_Directions for this task:_
When "list" occurs in a line of the material, copy that line.

_Data shown:_
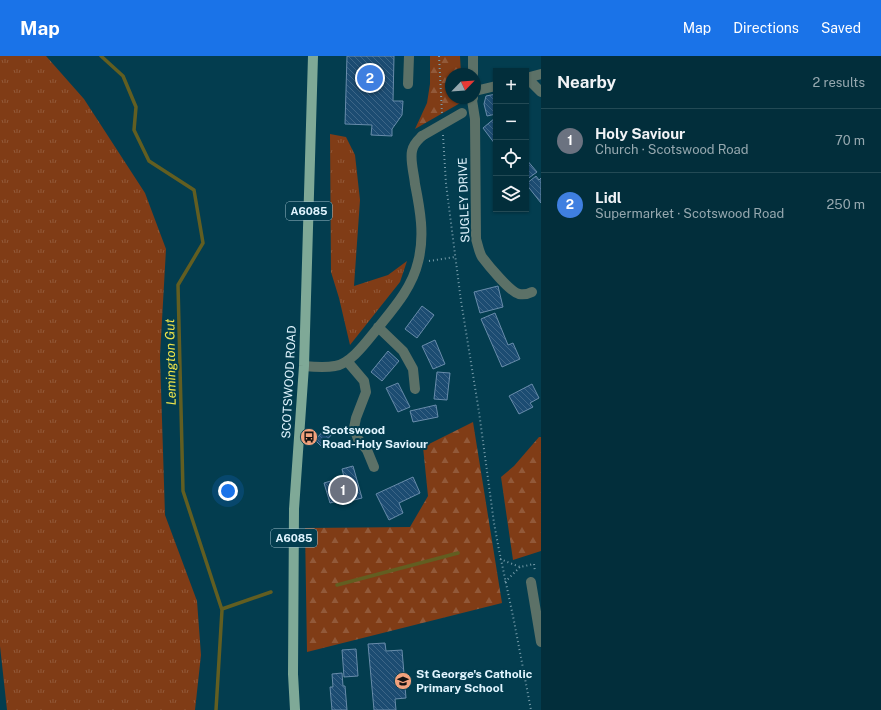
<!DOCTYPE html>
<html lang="en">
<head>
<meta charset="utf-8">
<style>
	body { margin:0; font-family:"Public Sans",sans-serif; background:#103a46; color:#f1f3f6 }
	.controls { position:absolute; right:12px; top:12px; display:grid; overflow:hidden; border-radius:0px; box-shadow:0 1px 3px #0004 }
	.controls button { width:36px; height:36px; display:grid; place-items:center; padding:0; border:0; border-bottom:1px solid #234a55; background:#022e3b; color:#f1f3f6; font:20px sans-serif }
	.compass { position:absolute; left:445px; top:12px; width:36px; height:36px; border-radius:50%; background:#022e3b; box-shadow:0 1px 3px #0004; rotate:65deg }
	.you { position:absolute; left:228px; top:435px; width:14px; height:14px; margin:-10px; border:3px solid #fff; border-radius:50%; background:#1a73e8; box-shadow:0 0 0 6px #1a73e833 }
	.badge { display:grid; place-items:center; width:26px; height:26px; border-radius:50%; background:#1a73e8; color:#fff; font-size:13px; font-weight:700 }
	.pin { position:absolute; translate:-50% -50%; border:2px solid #fff; box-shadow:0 1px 4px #0006 }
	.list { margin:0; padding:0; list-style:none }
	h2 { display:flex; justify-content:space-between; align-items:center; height:52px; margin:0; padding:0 16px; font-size:17px }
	h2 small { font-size:13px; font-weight:400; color:#96a8af }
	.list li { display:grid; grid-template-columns:26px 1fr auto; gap:12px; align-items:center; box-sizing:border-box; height:64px; padding:0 16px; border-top:1px solid #234a55 }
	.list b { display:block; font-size:15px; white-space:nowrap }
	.list p { margin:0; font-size:13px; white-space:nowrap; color:#96a8af }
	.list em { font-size:13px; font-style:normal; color:#96a8af }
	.icon { flex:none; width:22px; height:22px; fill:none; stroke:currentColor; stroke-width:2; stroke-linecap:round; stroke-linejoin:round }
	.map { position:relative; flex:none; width:541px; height:654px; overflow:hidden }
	header { display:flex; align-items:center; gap:24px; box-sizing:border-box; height:56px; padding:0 20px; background:#1a73e8; color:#fff }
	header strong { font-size:19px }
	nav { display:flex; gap:22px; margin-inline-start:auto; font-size:14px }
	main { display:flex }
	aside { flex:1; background:#022e3b }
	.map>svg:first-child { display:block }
	.grass { fill:url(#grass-tufts) }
	.forest { fill:url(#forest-firs) }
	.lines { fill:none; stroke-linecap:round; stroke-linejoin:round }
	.stream { stroke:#625e21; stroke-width:3.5 }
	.building { fill:url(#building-back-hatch); stroke:#688cab }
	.path { stroke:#769caa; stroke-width:2; stroke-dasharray:1 3; stroke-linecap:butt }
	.minor { stroke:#5c7167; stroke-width:10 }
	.major { stroke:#7fa997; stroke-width:10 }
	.minor-bridge { stroke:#5c7167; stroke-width:10 }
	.labels { text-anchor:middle; stroke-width:4; stroke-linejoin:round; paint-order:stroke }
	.shield { fill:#033d4f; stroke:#9ebeca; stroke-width:1 }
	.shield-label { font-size:11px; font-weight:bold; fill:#e1f5ff }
	.street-label { font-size:12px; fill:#e1f5ff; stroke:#033d4f }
	.poi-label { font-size:12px; font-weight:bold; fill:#e1f5ff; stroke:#033d4f; text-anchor:start }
	.water-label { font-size:13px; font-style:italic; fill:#ede44b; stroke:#033d4f }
</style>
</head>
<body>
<header>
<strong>Map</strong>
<nav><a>Map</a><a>Directions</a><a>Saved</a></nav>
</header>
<main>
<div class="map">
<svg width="541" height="654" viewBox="0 0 541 654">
	<defs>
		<pattern id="grass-tufts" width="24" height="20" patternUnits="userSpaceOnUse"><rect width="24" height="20" fill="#803c16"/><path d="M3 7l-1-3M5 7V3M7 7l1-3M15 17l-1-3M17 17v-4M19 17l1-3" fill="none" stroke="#925939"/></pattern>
		<pattern id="forest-firs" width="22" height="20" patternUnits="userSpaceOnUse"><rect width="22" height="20" fill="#803c16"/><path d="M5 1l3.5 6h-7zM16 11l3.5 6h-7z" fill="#925939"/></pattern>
		<pattern id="building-back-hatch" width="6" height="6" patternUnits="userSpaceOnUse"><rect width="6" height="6" fill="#1c4c72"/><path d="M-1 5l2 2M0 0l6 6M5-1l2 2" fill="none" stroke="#3d6687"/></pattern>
	</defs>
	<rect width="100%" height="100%" fill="#033d4f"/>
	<path class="grass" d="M0,0H46L84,43L145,137L166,193L160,300L165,459L197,545L201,599L195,654H7L0,590Z
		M330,78L346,81L355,99L360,144L354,230L388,219L407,205L400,226L350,289L339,242L331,216Z"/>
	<path class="forest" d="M430,0H460L461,18H451V42H462V46L415,73L427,47L430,28Z
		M473,366L502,547L307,596L305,472L410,471L428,440L423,391Z
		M539,381H541V495L513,504L501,421L514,410Z"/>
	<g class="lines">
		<path class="stream" d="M101,0L123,20L136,51L134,74L149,105L194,134L203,187L178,229L183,435L222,554L216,654
			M337,529L458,497
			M222,553L271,536"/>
	</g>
	<path class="building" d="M347,0H394L393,45H403L402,59L392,73V80L371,79L372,69L345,68Z
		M496,38V58L487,60L484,48L486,40Z
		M495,62L496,63L495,88L483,72Z
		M526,103L537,116L526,124Z
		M536,120L539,124L541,122V147L526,128Z
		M498,230L503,251L480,257L474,236Z
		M422,250L434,259L417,282L405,273Z
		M495,257L508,289L513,287L520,303L502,311L481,263Z
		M435,284L445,308L433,313L422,290Z
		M388,295L399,305L382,325L371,316Z
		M437,316L450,317L447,344L434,343Z
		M398,327L410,351L398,356L386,332Z
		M532,328L539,342L530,347L533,351L519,358L509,340Z
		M436,349L438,361L413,366L410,355Z
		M328,370L335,375L321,390L315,384Z
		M353,410L362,442L354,444L352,441L330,447L324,427L344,421L342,413Z
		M413,421L420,437L399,447L403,457L389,464L376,438Z
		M385,587L386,595L402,594L406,642L395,643L396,654H374L368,588Z
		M356,593L358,620L344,621L342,594Z
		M342,617L343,630H345L347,654H332L330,631H333L332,618Z"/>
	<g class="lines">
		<path class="path" d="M439,0L442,57
			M443,79L446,128L461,245L479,356L494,467L499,494L514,565L531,654
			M429,205L455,201
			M500,503L520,511L534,508L535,516
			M505,526L520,511"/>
		<path class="minor" d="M473,0V18
			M526,22L541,18
			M527,22L541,36
			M408,28L409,0
			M475,35L496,30
			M473,42L472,44L475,63L476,183C478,189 479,196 482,201C488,209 510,236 519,238C524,239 528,238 532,236
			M378,271L403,295L413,313L415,333
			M347,305L364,325L366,336L356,362L354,372L358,383L367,394L374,411
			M304,310C314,311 325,312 335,310C351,308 367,285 377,273C393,253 412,232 418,206C425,180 420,153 415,128C414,117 410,105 412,95C413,88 418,84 422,80
			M531,526L541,586"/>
		<path class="major" d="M295,654L293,618L294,453L304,310L313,0"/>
		<path class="minor-bridge" d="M422,80L462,57"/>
	</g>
	<defs>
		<symbol id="bus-disc" viewBox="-11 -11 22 22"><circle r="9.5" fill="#f1a17c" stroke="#033d4f"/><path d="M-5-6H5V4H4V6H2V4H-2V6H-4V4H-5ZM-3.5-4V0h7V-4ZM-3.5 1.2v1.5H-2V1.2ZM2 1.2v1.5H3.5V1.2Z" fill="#111"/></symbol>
		<symbol id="school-disc" viewBox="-11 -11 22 22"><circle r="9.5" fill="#f1a17c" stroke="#033d4f"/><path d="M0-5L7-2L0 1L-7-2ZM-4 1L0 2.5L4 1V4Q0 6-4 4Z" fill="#111"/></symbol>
	</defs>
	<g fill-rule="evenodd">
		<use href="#bus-disc" x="299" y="371" width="20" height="20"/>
		<use href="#school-disc" x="393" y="615" width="20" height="20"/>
	</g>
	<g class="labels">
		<g class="shield">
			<rect x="286" y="146" width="46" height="18" rx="3"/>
			<rect x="271" y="473" width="46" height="18" rx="3"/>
		</g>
		<g class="shield-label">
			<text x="309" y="159">A6085</text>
			<text x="294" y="486">A6085</text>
		</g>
		<g class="street-label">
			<text transform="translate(464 144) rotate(-92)" y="4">SUGLEY DRIVE</text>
			<text transform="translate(289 326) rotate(-87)" y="4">SCOTSWOOD ROAD</text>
		</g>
		<g class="poi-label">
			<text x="322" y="378">Scotswood<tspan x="322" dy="14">Road-Holy Saviour</tspan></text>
			<text x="416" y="622">St George's Catholic<tspan x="416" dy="14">Primary School</tspan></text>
		</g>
		<g class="water-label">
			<text transform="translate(170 306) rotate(-91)" y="5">Lemington Gut</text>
		</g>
	</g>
</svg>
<div class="controls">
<button>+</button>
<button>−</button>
<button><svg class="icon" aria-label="locate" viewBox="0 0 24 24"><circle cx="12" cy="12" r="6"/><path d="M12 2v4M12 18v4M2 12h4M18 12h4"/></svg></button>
<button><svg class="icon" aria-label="layers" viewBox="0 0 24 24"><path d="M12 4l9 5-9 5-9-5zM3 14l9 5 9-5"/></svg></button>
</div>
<svg class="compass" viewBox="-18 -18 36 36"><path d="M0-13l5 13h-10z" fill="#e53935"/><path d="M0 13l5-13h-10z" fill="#96a8af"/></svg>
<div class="you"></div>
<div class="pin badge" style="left:343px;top:434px;background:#6b7280">1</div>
<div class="pin badge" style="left:370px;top:22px;background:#3f7fe0">2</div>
</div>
<aside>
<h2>Nearby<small>2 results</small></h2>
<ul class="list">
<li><span class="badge" style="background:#6b7280">1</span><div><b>Holy Saviour</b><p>Church · Scotswood Road</p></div><em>70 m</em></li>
<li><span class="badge" style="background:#3f7fe0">2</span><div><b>Lidl</b><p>Supermarket · Scotswood Road</p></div><em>250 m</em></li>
</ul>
</aside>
</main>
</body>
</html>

_Answer to this problem:_
	.list { margin:0; padding:0; list-style:none }
	.list li { display:grid; grid-template-columns:26px 1fr auto; gap:12px; align-items:center; box-sizing:border-box; height:64px; padding:0 16px; border-top:1px solid #234a55 }
	.list b { display:block; font-size:15px; white-space:nowrap }
	.list p { margin:0; font-size:13px; white-space:nowrap; color:#96a8af }
	.list em { font-size:13px; font-style:normal; color:#96a8af }
<ul class="list">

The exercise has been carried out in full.